Once
upon a time, on a very average Monday morning, a perfectly ordinary man
named Joe went to work. After work, he had a ham sandwich for
dinner and watched TV. He slept, and dreamed about work but did
not feel accomplished.
Tuesday was the same as Monday, with
a turkey sandwich and a different TV show. That night he dreamed
about sex, but did not feel aroused.
Wednesday was the same
thing all over again, but after his salami sandwich and another TV
show, Joe went to bed and stared at the ceiling. Hours went by,
and when his alarm clock chirped, he wasn't sure he'd slept at all.
Thursday
was a blur. Work, chicken loaf sandwich, TV, and
then...nothing. By Friday he was a robot, disconnected from the
people around him, who all seemed to be driven by some purpose he could
not understand. Nothing was interesting. But things must be
fine, Joe thought, because nobody's screaming, and for some reason this
made him laugh.
That night Joe settled in front of the
Animal Channel with a baloney sandwich, while a soft-spoken
anthropologist calmly narrated as two colossal squid wrestled to the
death, deep in the ocean.

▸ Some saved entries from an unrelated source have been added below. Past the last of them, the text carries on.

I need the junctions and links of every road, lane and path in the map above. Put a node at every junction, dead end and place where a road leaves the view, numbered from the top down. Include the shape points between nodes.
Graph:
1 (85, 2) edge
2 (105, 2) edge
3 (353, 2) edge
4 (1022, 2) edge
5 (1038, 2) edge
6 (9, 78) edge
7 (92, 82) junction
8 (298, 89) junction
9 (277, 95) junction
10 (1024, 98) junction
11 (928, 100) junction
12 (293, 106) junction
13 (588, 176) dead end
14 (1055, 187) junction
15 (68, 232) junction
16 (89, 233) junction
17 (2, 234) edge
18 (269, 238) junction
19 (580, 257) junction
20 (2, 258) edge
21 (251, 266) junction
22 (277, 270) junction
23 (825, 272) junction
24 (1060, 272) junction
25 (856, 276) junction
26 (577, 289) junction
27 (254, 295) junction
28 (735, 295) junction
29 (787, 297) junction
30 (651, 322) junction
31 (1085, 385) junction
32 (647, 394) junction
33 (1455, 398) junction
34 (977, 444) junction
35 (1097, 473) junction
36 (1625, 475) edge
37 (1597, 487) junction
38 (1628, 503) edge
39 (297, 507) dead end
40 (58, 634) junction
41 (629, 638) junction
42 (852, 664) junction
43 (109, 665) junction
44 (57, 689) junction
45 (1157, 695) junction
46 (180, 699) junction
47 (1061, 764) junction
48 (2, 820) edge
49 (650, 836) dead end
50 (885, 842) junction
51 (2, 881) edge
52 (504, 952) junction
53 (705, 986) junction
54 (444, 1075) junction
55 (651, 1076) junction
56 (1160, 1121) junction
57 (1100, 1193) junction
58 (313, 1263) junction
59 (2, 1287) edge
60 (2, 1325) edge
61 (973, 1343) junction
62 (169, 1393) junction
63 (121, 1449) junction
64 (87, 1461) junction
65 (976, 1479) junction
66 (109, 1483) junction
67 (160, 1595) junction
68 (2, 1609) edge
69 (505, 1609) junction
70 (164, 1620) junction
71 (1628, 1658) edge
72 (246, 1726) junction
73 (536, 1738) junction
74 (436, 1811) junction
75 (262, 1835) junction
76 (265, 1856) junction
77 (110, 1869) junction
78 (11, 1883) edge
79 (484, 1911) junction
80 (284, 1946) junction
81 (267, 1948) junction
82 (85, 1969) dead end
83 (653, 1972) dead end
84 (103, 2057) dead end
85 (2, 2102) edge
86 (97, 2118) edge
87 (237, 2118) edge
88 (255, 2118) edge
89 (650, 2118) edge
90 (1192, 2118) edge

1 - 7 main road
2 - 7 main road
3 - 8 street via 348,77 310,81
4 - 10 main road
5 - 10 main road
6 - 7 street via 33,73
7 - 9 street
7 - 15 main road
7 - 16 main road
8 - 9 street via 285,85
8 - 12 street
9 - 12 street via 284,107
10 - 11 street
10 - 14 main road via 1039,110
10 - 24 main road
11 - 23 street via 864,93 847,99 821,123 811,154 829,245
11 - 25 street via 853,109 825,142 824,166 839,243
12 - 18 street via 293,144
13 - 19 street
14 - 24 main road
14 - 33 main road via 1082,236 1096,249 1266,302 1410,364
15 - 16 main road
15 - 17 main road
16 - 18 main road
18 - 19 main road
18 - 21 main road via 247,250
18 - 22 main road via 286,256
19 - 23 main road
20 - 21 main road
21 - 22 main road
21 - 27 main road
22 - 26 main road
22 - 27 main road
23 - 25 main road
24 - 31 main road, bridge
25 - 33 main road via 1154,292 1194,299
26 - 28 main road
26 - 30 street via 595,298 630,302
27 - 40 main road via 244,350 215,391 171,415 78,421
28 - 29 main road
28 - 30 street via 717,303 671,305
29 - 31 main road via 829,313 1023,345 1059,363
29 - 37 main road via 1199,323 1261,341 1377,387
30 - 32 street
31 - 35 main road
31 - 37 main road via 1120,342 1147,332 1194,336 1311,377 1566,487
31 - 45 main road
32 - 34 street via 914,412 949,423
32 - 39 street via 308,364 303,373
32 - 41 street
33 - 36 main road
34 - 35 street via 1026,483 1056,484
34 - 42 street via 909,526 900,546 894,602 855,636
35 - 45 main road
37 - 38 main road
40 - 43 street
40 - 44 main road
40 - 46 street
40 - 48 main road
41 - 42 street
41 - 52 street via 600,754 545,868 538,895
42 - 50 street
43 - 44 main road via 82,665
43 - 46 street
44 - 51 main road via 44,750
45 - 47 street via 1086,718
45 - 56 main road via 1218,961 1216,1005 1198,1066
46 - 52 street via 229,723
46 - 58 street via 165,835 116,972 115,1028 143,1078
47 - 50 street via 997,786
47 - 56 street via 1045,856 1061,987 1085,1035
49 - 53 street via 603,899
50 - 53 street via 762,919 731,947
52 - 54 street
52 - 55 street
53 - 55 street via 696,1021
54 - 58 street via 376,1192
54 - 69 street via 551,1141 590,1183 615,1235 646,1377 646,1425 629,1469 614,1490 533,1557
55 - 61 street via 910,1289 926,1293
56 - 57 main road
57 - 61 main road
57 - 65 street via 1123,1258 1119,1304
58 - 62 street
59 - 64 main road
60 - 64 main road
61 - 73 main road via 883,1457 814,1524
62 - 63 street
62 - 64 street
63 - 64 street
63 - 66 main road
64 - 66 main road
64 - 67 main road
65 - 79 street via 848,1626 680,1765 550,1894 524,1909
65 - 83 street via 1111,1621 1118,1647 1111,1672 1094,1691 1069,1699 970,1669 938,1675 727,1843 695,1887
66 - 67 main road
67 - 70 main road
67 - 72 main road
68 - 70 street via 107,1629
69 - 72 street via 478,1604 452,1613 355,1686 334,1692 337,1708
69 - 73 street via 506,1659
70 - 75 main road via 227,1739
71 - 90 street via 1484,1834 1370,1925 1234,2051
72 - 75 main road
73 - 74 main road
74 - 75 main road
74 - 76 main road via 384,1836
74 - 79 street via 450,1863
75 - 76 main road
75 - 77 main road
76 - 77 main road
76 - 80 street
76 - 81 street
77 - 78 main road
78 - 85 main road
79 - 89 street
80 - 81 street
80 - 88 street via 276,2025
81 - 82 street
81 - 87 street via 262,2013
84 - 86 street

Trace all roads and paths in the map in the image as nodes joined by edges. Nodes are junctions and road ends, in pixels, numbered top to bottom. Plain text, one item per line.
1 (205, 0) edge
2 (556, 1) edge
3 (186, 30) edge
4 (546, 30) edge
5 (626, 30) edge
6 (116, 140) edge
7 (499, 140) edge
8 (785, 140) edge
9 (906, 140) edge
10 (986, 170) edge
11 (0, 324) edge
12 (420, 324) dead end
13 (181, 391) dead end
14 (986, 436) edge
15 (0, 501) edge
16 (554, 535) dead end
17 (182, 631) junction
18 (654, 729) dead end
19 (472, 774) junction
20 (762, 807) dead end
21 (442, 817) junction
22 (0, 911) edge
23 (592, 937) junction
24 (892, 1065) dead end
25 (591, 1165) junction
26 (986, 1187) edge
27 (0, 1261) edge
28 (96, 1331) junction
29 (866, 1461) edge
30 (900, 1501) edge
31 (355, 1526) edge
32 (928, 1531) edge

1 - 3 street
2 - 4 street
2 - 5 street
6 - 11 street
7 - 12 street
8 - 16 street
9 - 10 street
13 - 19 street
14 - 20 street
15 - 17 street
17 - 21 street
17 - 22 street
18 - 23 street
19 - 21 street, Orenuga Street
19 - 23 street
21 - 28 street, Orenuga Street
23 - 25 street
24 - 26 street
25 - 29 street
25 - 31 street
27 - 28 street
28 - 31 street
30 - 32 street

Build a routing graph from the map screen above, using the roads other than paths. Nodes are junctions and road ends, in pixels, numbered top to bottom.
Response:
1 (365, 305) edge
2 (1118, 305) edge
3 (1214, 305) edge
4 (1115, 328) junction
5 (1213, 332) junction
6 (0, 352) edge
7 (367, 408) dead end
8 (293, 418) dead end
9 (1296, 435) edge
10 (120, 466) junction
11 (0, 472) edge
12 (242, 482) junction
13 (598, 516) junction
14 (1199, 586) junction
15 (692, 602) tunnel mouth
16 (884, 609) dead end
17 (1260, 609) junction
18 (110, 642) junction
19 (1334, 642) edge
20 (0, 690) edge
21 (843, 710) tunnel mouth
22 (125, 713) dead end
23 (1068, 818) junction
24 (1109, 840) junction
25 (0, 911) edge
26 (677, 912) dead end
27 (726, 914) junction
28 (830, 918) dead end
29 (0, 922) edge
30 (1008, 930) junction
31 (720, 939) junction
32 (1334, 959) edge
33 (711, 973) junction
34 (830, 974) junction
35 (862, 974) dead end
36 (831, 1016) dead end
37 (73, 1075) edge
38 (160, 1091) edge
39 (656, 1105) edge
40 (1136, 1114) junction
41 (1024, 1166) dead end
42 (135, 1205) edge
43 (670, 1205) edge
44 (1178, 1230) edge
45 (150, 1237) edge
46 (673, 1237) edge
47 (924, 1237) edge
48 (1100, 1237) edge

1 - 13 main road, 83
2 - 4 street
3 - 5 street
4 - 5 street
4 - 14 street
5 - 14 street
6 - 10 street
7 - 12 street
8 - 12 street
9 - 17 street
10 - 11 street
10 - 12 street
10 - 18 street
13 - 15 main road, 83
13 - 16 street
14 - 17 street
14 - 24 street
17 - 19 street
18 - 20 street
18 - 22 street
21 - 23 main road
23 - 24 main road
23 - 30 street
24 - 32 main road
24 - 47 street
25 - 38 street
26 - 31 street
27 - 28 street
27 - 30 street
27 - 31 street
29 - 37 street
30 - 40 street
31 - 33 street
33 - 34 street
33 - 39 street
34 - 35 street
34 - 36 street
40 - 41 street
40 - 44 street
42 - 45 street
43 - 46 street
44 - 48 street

They were tangled together in a mass of
squiddy limbs, swivelling hooks, toothy suckers and giant eyes, and
just as the fight was won, the defeated squid looked straight at him
and said, "I'll bet you're glad your life isn't THIS interesting,
Joe!" This alarmed him.
He spent that whole night with
the Animal Channel, his eyes becoming dry little red TV screens, his
brain picking up signals and collecting messages from nature.
At
3:00 A.M., a baby sea turtle soaring high above the sea in the mouth of
a pelican rolled up its eyes and asked, "What's so great about a
natural existence anyway, Joe? Other than this unexpected view of
the ocean, my immediate future is in pelican shit. HA!" The
laugh was a little surprising, under the circumstances.
At
5:00 A.M., in an ancient documentary, a long-dead chimpanzee swinging
from a tree in some wet savannah said "God is one of those lonely
billionaires who knows he can force you to go to his parties, Joe."
As
the sun came up, a flock of birds flying over the desert sang from the
screen in unison, "We're all in this together, Joe! Pick someone
to follow and hope they know where they're going!"
Joe fell
into a deep, dreamless sleep until Monday morning. He woke up
refreshed and ready for a day of work in his cubicle! He was
grateful for sandwiches, which are delicious, and for his dull routine
of not getting torn to shreds by mountain lions, and when he saw a
plain looking female waiting at his bus stop, he thought, "Why not?"
She looked like the kind of primate he could share a very average life
with, having intercourse and conversations and sleepwalking around for
up to 60 more years. She looked like she could make a mean
casserole.
It was an unnatural existence, but nobody was on fire so everything was ok. And they lived ever after.